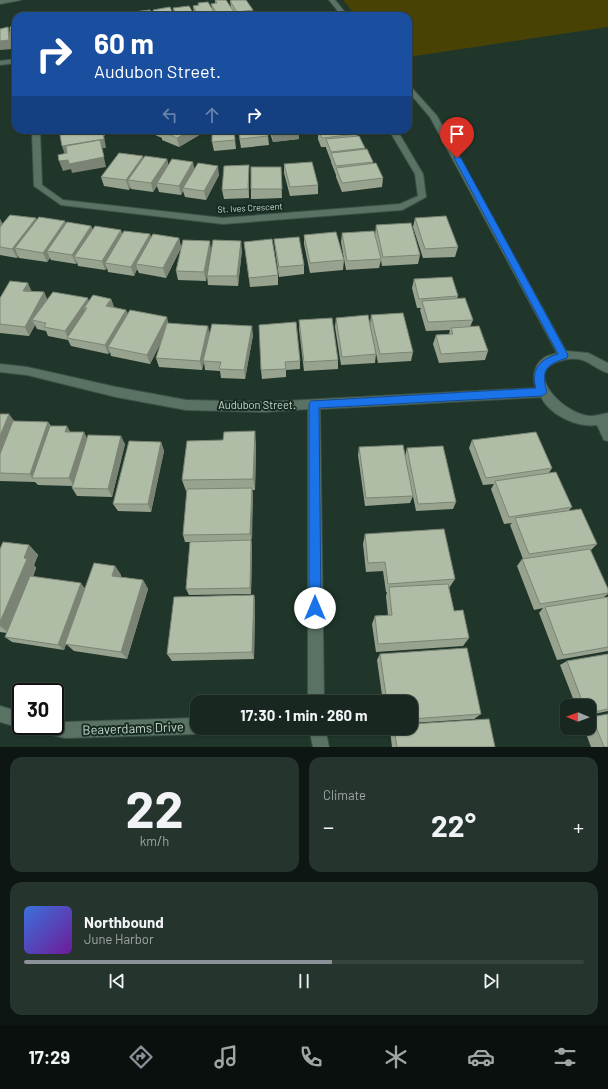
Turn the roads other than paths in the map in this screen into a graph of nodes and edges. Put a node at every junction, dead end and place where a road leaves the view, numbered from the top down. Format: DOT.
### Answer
graph roads {
  1 [pos="18,0"];
  2 [pos="332,0"];
  3 [pos="0,2"];
  4 [pos="342,12"];
  5 [pos="12,62"];
  6 [pos="0,63"];
  7 [pos="412,92"];
  8 [pos="36,134"];
  9 [pos="394,134"];
  10 [pos="563,355"];
  11 [pos="0,368"];
  12 [pos="608,369"];
  13 [pos="542,392"];
  14 [pos="314,404"];
  15 [pos="604,419"];
  16 [pos="608,436"];
  17 [pos="316,695"];
  18 [pos="0,714"];
  19 [pos="12,717"];
  20 [pos="190,726"];
  21 [pos="64,730"];
  22 [pos="318,735"];
  23 [pos="321,747"];
  1 -- 3 [label="street"];
  2 -- 4 [label="street"];
  5 -- 6 [label="street"];
  7 -- 10 [label="street"];
  8 -- 9 [label="street, St. Ives Crescent"];
  10 -- 12 [label="street"];
  10 -- 13 [label="street"];
  11 -- 14 [label="street, Audubon Street."];
  13 -- 14 [label="street, Audubon Street."];
  13 -- 15 [label="street"];
  14 -- 17 [label="street"];
  15 -- 16 [label="street"];
  18 -- 19 [label="street"];
  20 -- 21 [label="street, Beaverdams Drive"];
  22 -- 23 [label="street"];
}
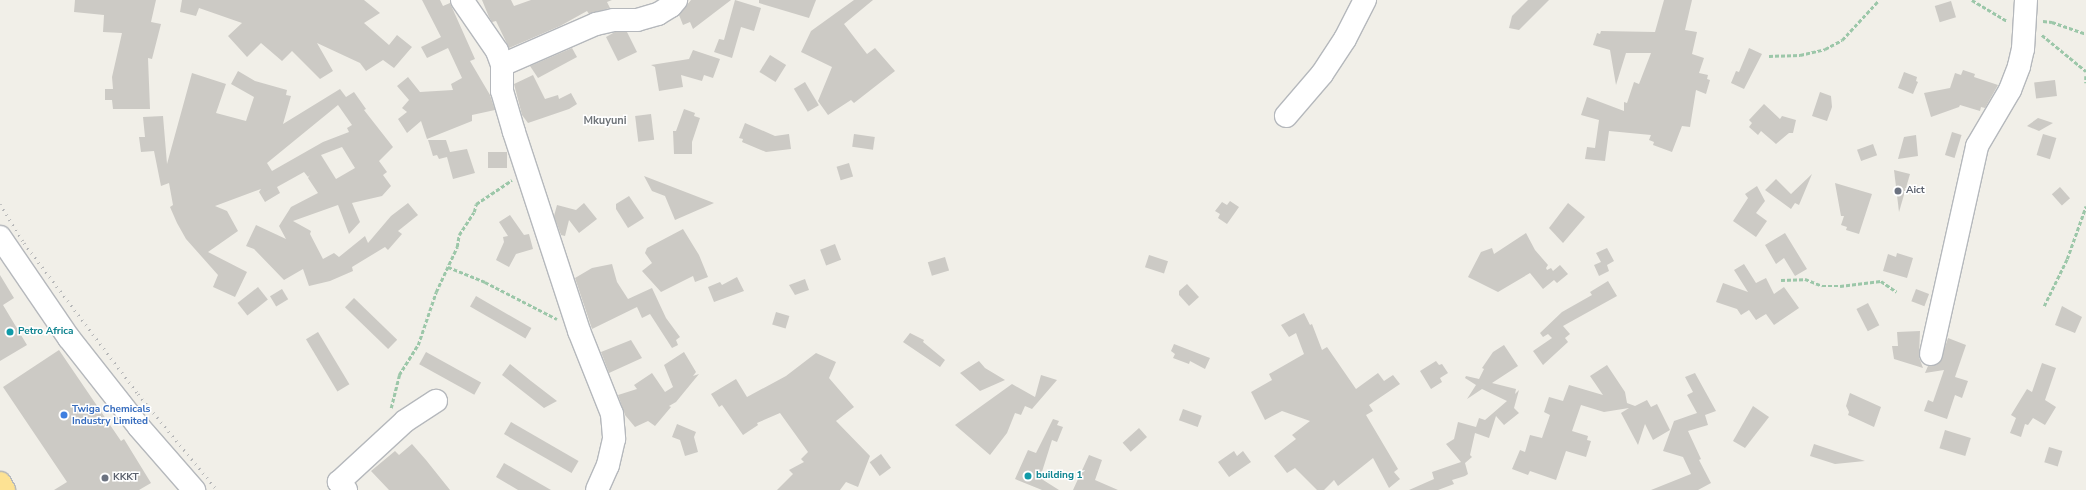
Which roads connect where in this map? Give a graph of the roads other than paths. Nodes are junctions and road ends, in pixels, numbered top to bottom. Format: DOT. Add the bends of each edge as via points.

# Prompt
Check every line above for the string "Format", and copy the ones that have it.

# Task solution
Turn the roads other than paths in the map in this screen into a graph of nodes and edges. Put a node at every junction, dead end and place where a road leaves the view, numbered from the top down. Format: DOT.
Which roads connect where in this map? Give a graph of the roads other than paths. Nodes are junctions and road ends, in pixels, numbered top to bottom. Format: DOT. Add the bends of each edge as via points.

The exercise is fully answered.